START Exercise data

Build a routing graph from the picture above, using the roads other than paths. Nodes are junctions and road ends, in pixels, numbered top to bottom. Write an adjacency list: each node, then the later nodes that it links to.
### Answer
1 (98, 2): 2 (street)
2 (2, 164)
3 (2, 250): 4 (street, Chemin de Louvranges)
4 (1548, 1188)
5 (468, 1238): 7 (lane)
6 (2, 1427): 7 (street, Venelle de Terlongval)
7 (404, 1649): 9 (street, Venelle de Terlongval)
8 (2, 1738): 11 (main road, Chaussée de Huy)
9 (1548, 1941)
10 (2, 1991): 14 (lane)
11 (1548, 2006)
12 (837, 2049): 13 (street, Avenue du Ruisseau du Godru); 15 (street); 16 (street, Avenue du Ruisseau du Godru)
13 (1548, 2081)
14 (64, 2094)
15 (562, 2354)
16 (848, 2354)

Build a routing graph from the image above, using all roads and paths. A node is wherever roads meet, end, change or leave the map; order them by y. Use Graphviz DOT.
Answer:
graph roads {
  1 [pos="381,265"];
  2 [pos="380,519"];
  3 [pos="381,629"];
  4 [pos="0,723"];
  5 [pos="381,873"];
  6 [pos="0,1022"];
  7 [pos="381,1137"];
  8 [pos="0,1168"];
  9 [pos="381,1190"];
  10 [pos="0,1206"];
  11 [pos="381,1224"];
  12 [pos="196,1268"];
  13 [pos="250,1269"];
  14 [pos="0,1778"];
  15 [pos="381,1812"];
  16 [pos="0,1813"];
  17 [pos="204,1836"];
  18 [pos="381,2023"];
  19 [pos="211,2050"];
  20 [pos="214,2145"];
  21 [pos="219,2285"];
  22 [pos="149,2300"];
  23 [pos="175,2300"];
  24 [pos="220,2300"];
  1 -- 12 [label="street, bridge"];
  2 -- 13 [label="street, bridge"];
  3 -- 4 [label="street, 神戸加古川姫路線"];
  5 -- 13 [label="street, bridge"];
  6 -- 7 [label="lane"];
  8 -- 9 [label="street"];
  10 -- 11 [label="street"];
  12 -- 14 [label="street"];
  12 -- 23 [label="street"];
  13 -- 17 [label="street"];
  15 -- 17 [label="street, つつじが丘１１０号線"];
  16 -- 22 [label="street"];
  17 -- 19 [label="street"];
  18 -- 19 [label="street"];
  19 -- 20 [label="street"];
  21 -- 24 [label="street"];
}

END Exercise data

Exercise requirements: Copy the data above in full, exactly as it reads.

Answer to the problem:
Build a routing graph from the picture above, using the roads other than paths. Nodes are junctions and road ends, in pixels, numbered top to bottom. Write an adjacency list: each node, then the later nodes that it links to.
### Answer
1 (98, 2): 2 (street)
2 (2, 164)
3 (2, 250): 4 (street, Chemin de Louvranges)
4 (1548, 1188)
5 (468, 1238): 7 (lane)
6 (2, 1427): 7 (street, Venelle de Terlongval)
7 (404, 1649): 9 (street, Venelle de Terlongval)
8 (2, 1738): 11 (main road, Chaussée de Huy)
9 (1548, 1941)
10 (2, 1991): 14 (lane)
11 (1548, 2006)
12 (837, 2049): 13 (street, Avenue du Ruisseau du Godru); 15 (street); 16 (street, Avenue du Ruisseau du Godru)
13 (1548, 2081)
14 (64, 2094)
15 (562, 2354)
16 (848, 2354)

Build a routing graph from the image above, using all roads and paths. A node is wherever roads meet, end, change or leave the map; order them by y. Use Graphviz DOT.
Answer:
graph roads {
  1 [pos="381,265"];
  2 [pos="380,519"];
  3 [pos="381,629"];
  4 [pos="0,723"];
  5 [pos="381,873"];
  6 [pos="0,1022"];
  7 [pos="381,1137"];
  8 [pos="0,1168"];
  9 [pos="381,1190"];
  10 [pos="0,1206"];
  11 [pos="381,1224"];
  12 [pos="196,1268"];
  13 [pos="250,1269"];
  14 [pos="0,1778"];
  15 [pos="381,1812"];
  16 [pos="0,1813"];
  17 [pos="204,1836"];
  18 [pos="381,2023"];
  19 [pos="211,2050"];
  20 [pos="214,2145"];
  21 [pos="219,2285"];
  22 [pos="149,2300"];
  23 [pos="175,2300"];
  24 [pos="220,2300"];
  1 -- 12 [label="street, bridge"];
  2 -- 13 [label="street, bridge"];
  3 -- 4 [label="street, 神戸加古川姫路線"];
  5 -- 13 [label="street, bridge"];
  6 -- 7 [label="lane"];
  8 -- 9 [label="street"];
  10 -- 11 [label="street"];
  12 -- 14 [label="street"];
  12 -- 23 [label="street"];
  13 -- 17 [label="street"];
  15 -- 17 [label="street, つつじが丘１１０号線"];
  16 -- 22 [label="street"];
  17 -- 19 [label="street"];
  18 -- 19 [label="street"];
  19 -- 20 [label="street"];
  21 -- 24 [label="street"];
}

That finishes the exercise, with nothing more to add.